Magnetic random access memory, or MRAM, is a burgeoning new technology that will provide non-volatile data storage in a compact, low-power device. MRAM comprises an array of cells where each cell stores one bit in at least one magnetoresistive (MR) element. Bits are defined by the magnetic configuration of a free ferromagnetic layer (FL) within an MR element. The magnetic orientation of the FL with respect to a pinned ferromagnetic layer (PL) is measured via a magnetoresistive effect during read-back.
MRAM technology is still in its infancy and has yet to reach the commercial market. Among the many challenges facing MRAM is the stabilization of a uniformly magnetized FL. Since common MRAM designs use magnetic fields generated by current carrying wires to write bits, the FL necessarily must have a net magnetic moment so that the magnetic write field can align the FL into its intended direction. However, the stabilization of a finite moment FL into a single domain state presents a challenge because of the need to combat energetically prohibitive free magnetic charges at the surface of the FL. There is a strong preference for the FL magnetization to achieve flux closure internally in the form of a vortex rather than having field lines close through free space. Even when a stable single domain state is achieved, the magnetostatic fields generated by the FL will interact with neighboring magnetoresistive elements, thereby limiting the packing density of cells. Flux closure is therefore a significant issue affecting the reproducibility of single domain bits, but a finite moment FL is an unavoidable obstacle for those MRAM designs that write bits with magnetic fields. Proposals to try to minimize this problem have called for the fabrication of a FL from a synthetic antiferromagnet (SAF), where two ferromagnetic layers are strongly coupled antiferromagnetically through a non-magnetic spacer layer. But, these proposals still require a net moment for the FL and are only a stopgap solution to the problem.
An alternative write mechanism is spin momentum transfer. This effect exploits the torque exerted by a spin polarized current of conduction electrons on the localized moments in a ferromagnet. No magnetic fields are required to write bits. The only requirements are that the magnetoresistive elements each contain a PL and FL and that electrical current can be passed through each device in a direction perpendicular to the planes (CPP) of the thin film multilayer memory element, which is also called a pillar. The FL can then be oriented into either parallel or antiparallel configurations with respect to the PL simply by applying a CPP current of sufficient magnitude and proper direction through the device. Spin transfer torque is significantly large for CPP pillars having cross-sectional areas on the order to 104 nm2 or less, and becomes more efficient with respect to write current with decreasing pillar size. Hence, there are proposals to use this effect in ultra-high density MRAM.

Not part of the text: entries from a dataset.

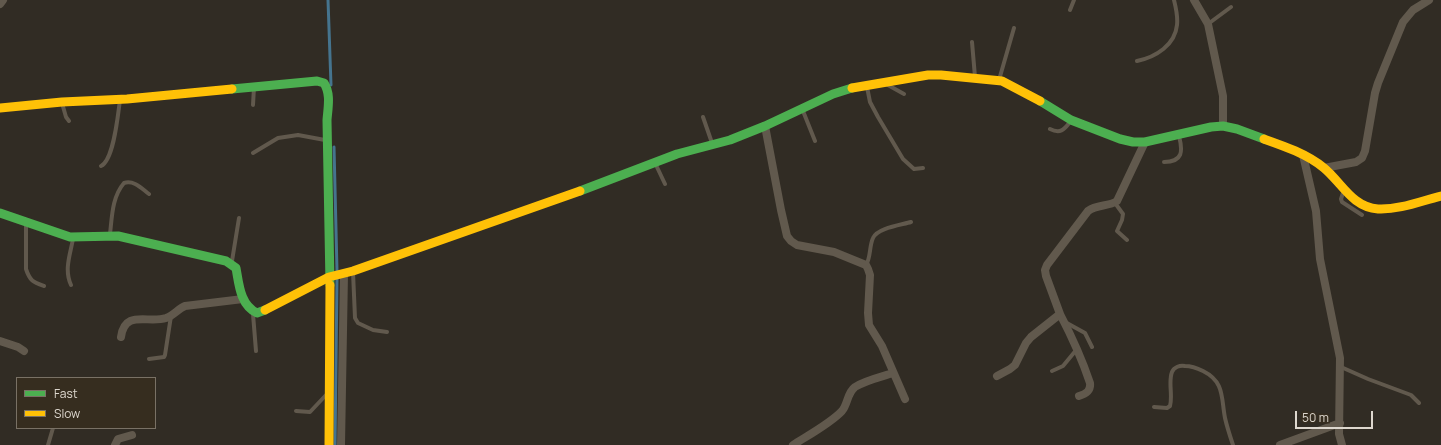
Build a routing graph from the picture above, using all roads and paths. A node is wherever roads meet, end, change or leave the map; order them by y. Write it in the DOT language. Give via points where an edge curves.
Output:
graph roads {
  1 [pos="3,0"];
  2 [pos="1074,0"];
  3 [pos="1174,0"];
  4 [pos="1194,0"];
  5 [pos="1429,0"];
  6 [pos="0,4"];
  7 [pos="1231,7"];
  8 [pos="1070,10"];
  9 [pos="1208,24"];
  10 [pos="1014,28"];
  11 [pos="972,42"];
  12 [pos="1138,61"];
  13 [pos="975,78"];
  14 [pos="999,81"];
  15 [pos="882,82"];
  16 [pos="867,85"];
  17 [pos="254,87"];
  18 [pos="904,94"];
  19 [pos="120,99"];
  20 [pos="62,102"];
  21 [pos="253,105"];
  22 [pos="0,108"];
  23 [pos="802,108"];
  24 [pos="703,117"];
  25 [pos="1071,120"];
  26 [pos="69,121"];
  27 [pos="766,126"];
  28 [pos="1223,126"];
  29 [pos="1050,129"];
  30 [pos="1178,134"];
  31 [pos="328,141"];
  32 [pos="815,141"];
  33 [pos="1145,142"];
  34 [pos="712,144"];
  35 [pos="252,153"];
  36 [pos="1303,155"];
  37 [pos="1164,162"];
  38 [pos="655,163"];
  39 [pos="101,166"];
  40 [pos="923,168"];
  41 [pos="1324,168"];
  42 [pos="665,184"];
  43 [pos="1344,191"];
  44 [pos="149,194"];
  45 [pos="1441,196"];
  46 [pos="1115,203"];
  47 [pos="0,213"];
  48 [pos="1362,215"];
  49 [pos="239,218"];
  50 [pos="26,222"];
  51 [pos="911,222"];
  52 [pos="110,236"];
  53 [pos="73,237"];
  54 [pos="1127,240"];
  55 [pos="232,264"];
  56 [pos="866,266"];
  57 [pos="347,273"];
  58 [pos="331,276"];
  59 [pos="71,285"];
  60 [pos="44,286"];
  61 [pos="243,299"];
  62 [pos="253,311"];
  63 [pos="171,316"];
  64 [pos="1062,317"];
  65 [pos="387,332"];
  66 [pos="121,337"];
  67 [pos="0,341"];
  68 [pos="1092,347"];
  69 [pos="1077,349"];
  70 [pos="256,350"];
  71 [pos="24,351"];
  72 [pos="149,359"];
  73 [pos="1341,367"];
  74 [pos="1052,371"];
  75 [pos="894,373"];
  76 [pos="998,376"];
  77 [pos="330,393"];
  78 [pos="1079,396"];
  79 [pos="905,399"];
  80 [pos="1419,403"];
  81 [pos="1154,407"];
  82 [pos="296,411"];
  83 [pos="1340,423"];
  84 [pos="53,429"];
  85 [pos="132,435"];
  86 [pos="48,445"];
  87 [pos="115,445"];
  88 [pos="329,445"];
  89 [pos="341,445"];
  90 [pos="793,445"];
  91 [pos="1233,445"];
  92 [pos="1280,445"];
  93 [pos="1342,445"];
  1 -- 6 [label="street"];
  2 -- 8 [label="lane"];
  3 -- 12 [label="lane" via="1178,25 1171,42 1161,51"];
  4 -- 9 [label="street"];
  5 -- 41 [label="street" via="1414,10 1403,22 1378,83 1362,158 1356,162"];
  7 -- 9 [label="lane"];
  9 -- 28 [label="street" via="1223,96"];
  10 -- 14 [label="lane"];
  11 -- 13 [label="lane"];
  13 -- 14 [label="street"];
  13 -- 15 [label="street" via="928,75"];
  14 -- 25 [label="street" via="1015,87"];
  15 -- 16 [label="street"];
  15 -- 18 [label="lane"];
  16 -- 23 [label="street" via="833,94"];
  16 -- 40 [label="lane" via="870,102 903,159 914,169"];
  17 -- 19 [label="street"];
  17 -- 21 [label="lane"];
  17 -- 31 [label="street" via="317,81 324,83 328,90"];
  19 -- 20 [label="street"];
  19 -- 39 [label="lane" via="110,152"];
  20 -- 22 [label="street"];
  20 -- 26 [label="lane"];
  23 -- 27 [label="street"];
  23 -- 32 [label="lane"];
  24 -- 34 [label="lane"];
  25 -- 29 [label="lane" via="1062,131"];
  25 -- 33 [label="street" via="1120,139"];
  27 -- 34 [label="street"];
  27 -- 56 [label="street" via="787,236 797,245 834,252"];
  28 -- 30 [label="street"];
  28 -- 36 [label="street" via="1290,148"];
  30 -- 33 [label="street"];
  30 -- 37 [label="lane" via="1181,153 1177,160"];
  31 -- 35 [label="lane" via="288,136 278,138"];
  31 -- 58 [label="street"];
  33 -- 46 [label="street"];
  34 -- 38 [label="street"];
  36 -- 41 [label="street"];
  36 -- 73 [label="street" via="1316,211 1320,260"];
  38 -- 42 [label="lane"];
  38 -- 57 [label="street"];
  41 -- 43 [label="street"];
  43 -- 45 [label="street" via="1362,205 1377,210 1391,209"];
  43 -- 48 [label="lane" via="1342,202"];
  44 -- 52 [label="lane" via="132,182 124,183 116,195"];
  46 -- 54 [label="lane" via="1123,214 1117,231"];
  46 -- 64 [label="street" via="1097,206 1088,211 1047,265 1046,276"];
  47 -- 50 [label="street"];
  49 -- 55 [label="lane"];
  50 -- 53 [label="street"];
  50 -- 60 [label="lane" via="26,270 34,282"];
  51 -- 56 [label="lane" via="877,233 873,237"];
  52 -- 53 [label="street"];
  52 -- 55 [label="street"];
  53 -- 59 [label="lane" via="67,269"];
  55 -- 61 [label="street" via="236,268"];
  56 -- 75 [label="street" via="870,275 869,325"];
  57 -- 58 [label="street"];
  57 -- 65 [label="lane" via="358,323 373,330"];
  57 -- 89 [label="street"];
  58 -- 62 [label="street" via="262,312"];
  58 -- 77 [label="street"];
  61 -- 62 [label="street"];
  61 -- 63 [label="street" via="185,306 178,308"];
  62 -- 70 [label="lane"];
  63 -- 66 [label="street" via="131,320 123,327"];
  63 -- 72 [label="lane" via="164,357"];
  64 -- 68 [label="lane" via="1085,333"];
  64 -- 69 [label="street"];
  64 -- 76 [label="street" via="1031,337 1014,365"];
  67 -- 71 [label="street"];
  69 -- 74 [label="lane" via="1063,366"];
  69 -- 78 [label="street" via="1090,383 1088,391"];
  73 -- 80 [label="lane" via="1411,395"];
  73 -- 83 [label="street"];
  75 -- 79 [label="street"];
  75 -- 90 [label="street" via="854,388 842,412"];
  77 -- 82 [label="lane" via="310,412"];
  77 -- 88 [label="street"];
  81 -- 91 [label="lane" via="1170,406 1171,375 1174,368 1184,365 1200,370 1214,378 1219,386"];
  83 -- 92 [label="street"];
  83 -- 93 [label="street"];
  84 -- 86 [label="lane"];
  85 -- 87 [label="street" via="118,439"];
}
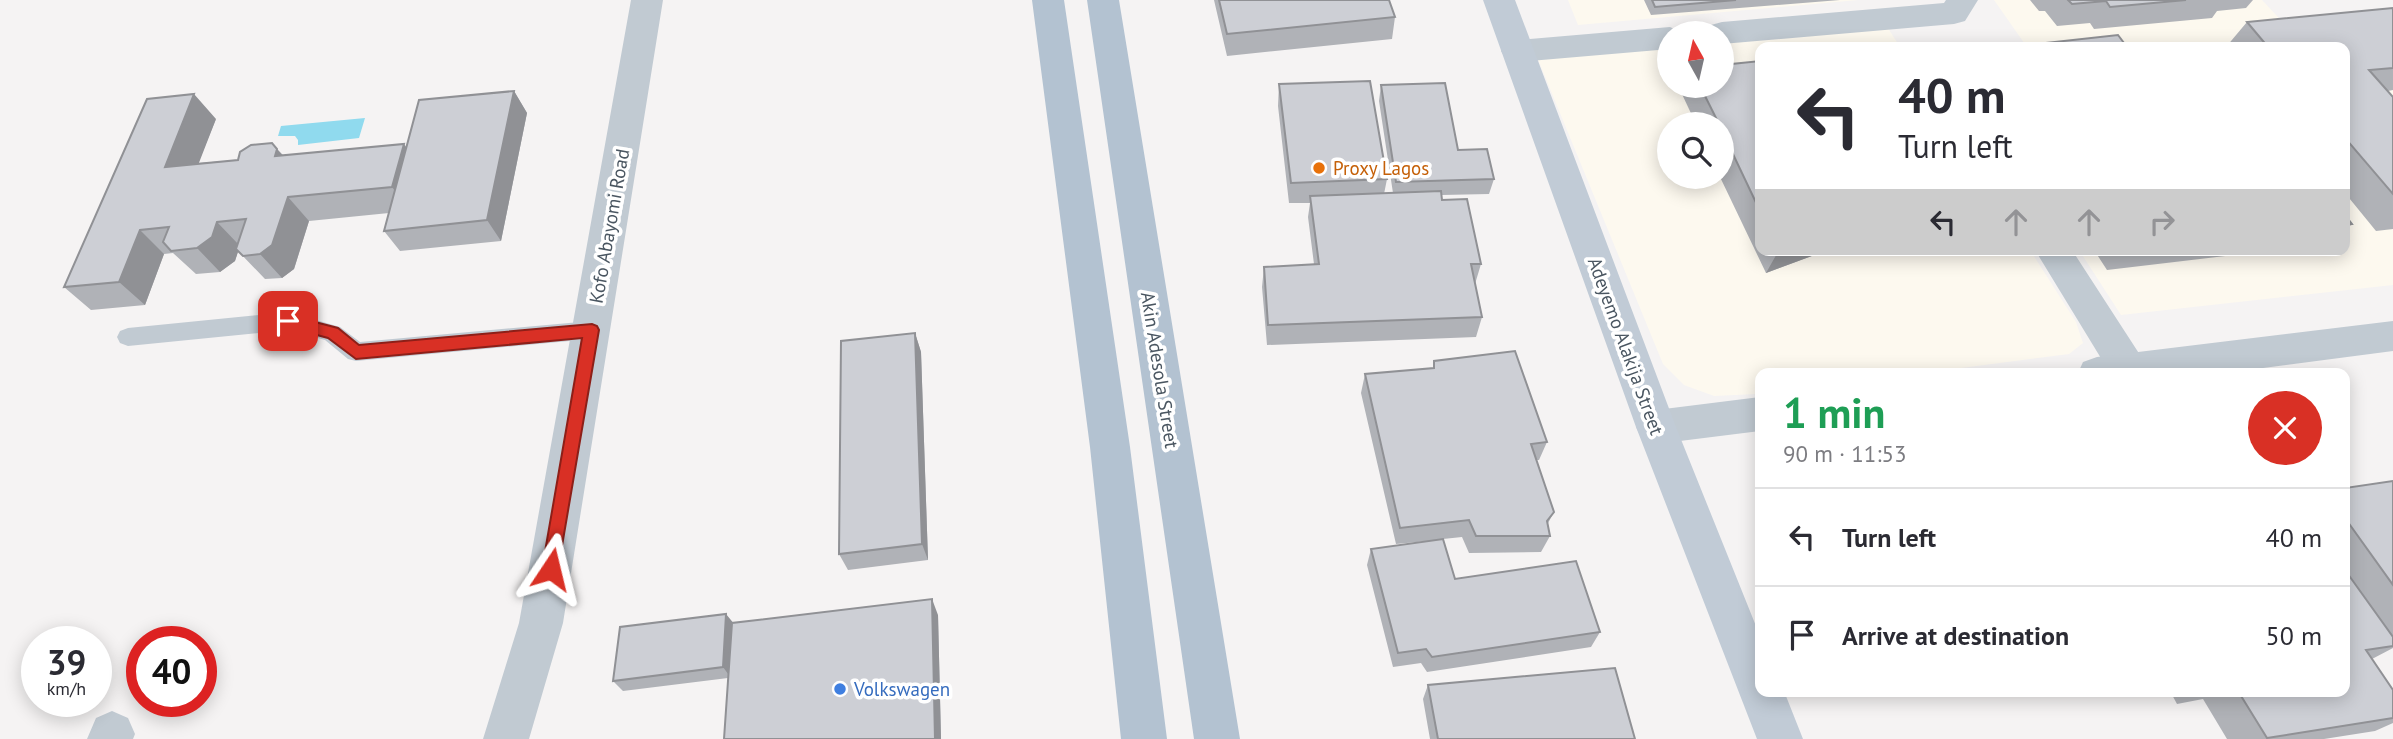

The concept of using a SAF structure to provide flux closure has been described in existing patents and has been proposed for use as a read sensor or in an MRAM cell. However, these proposals provide only a partial solution because the proposed SAF structures require a net moment in order to work properly in the magnetic fields of the intended application.
It would be desirable to provide an MRAM structure that uses a spin transfer write mechanism and includes flux closure for the free layer.